Historic house in Virginia, United States

Whitethorne is a historic plantation house located at Blacksburg, Montgomery County, Virginia. It was built about 1855, by James Francis Preston, who received the land from his father, Governor of Virginia, James Patton Preston. It is a large two-story, L-shaped, five-bay-by-three-bay, brick dwelling with a shallow hipped roof in the Italian Villa style. It has Greek Revival-style exterior and interior decorative elements. It features a wide, elegant, one-story, five-bay front porch supported by square columns of the Tuscan order. Also on the property is a contributing two-story brick office building.

Preston, a graduate of the United States Military Academy at West Point was a lawyer by trade. He was commissioned a captain in the 1st Regiment of Virginia Volunteers at the outset of the Mexican–American War in 1846. He served in Mexico from January 16, 1847, to July 31, 1848. Upon returning home from the war he resumed his law practice.

When Virginia seceded from the Union Preston commissioned into the Virginia Militia, and was subsequently transferred to the Confederate Army, on April 24, 1861. He was promoted to colonel in the Confederate army and became the commanding officer of the 4th Virginia Infantry under brigade commander Stonewall Jackson. He commanded the 4th Virginia at First Manassas where he was wounded in battle. After several months of tending to his wound while in the army, including a brief two-week stint as a brigade commander, due to his failing health he was forced to resign his commission and returned home to Whitethorn.
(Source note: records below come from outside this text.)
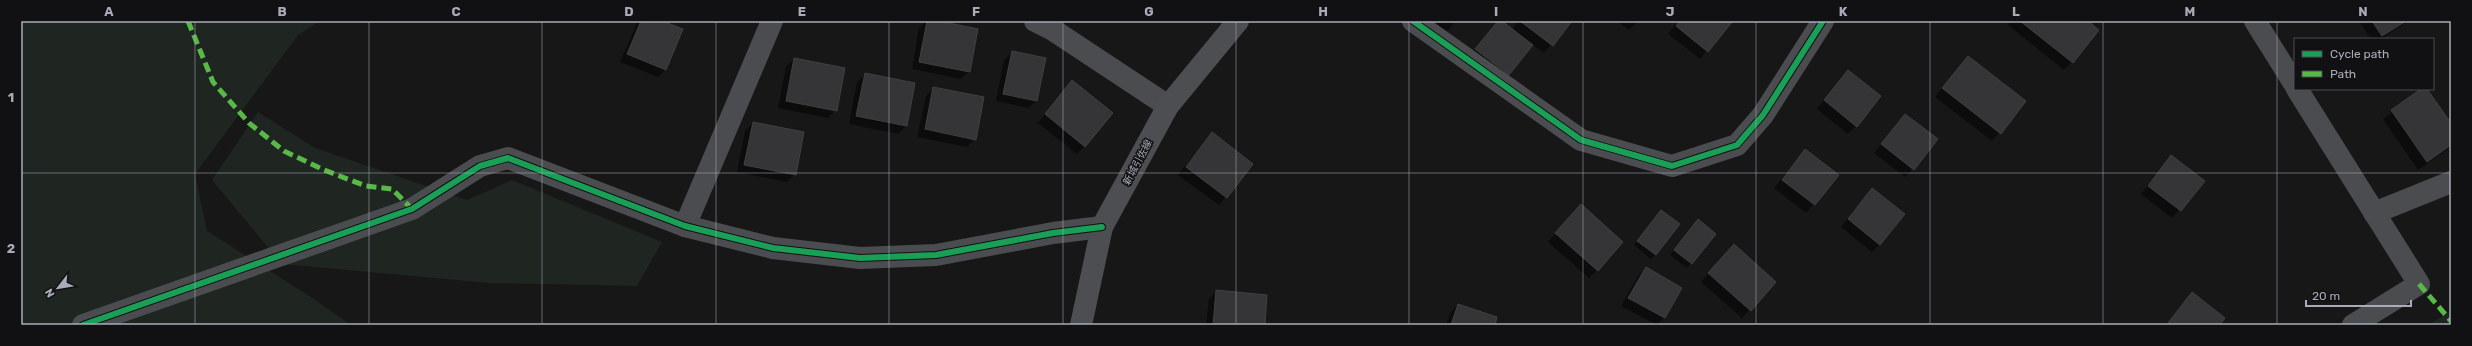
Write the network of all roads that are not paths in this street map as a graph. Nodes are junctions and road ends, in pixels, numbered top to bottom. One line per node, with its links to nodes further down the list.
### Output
1 (772, 21): 12 (street)
2 (1035, 21): 9 (street)
3 (1238, 21): 9 (main road, 新城引佐線)
4 (1413, 21): 5 (street)
5 (1823, 21)
6 (2255, 21): 7 (street)
7 (2294, 83)
8 (2298, 90): 11 (street)
9 (1168, 106): 13 (main road, 新城引佐線)
10 (2451, 182): 11 (street)
11 (2374, 213): 16 (street)
12 (685, 226): 13 (street); 14 (street)
13 (1102, 227): 15 (main road, 新城引佐線)
14 (83, 325)
15 (1082, 325)
16 (2353, 325)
Preston did not live to see the end of the war. He died on January 20, 1862, at age 49.

Whitethorne remained in the Preston family until 1889 when it was purchased by Beverly Stockton Heth, a Radford Banker and son of Chesterfield County coal mine magnate John Heth. In the early 1970s the majority of the 1,500 acre estate was sold for the Hethwood development, a planned community that includes single family homes, townhomes, apartments and a shopping center. The home and 50 acres of the property are still owned by Heth family descendants after much of the remaining farmland was sold to Virginia Tech in 2001.

Whitethorne was listed on the National Register of Historic Places in 1989.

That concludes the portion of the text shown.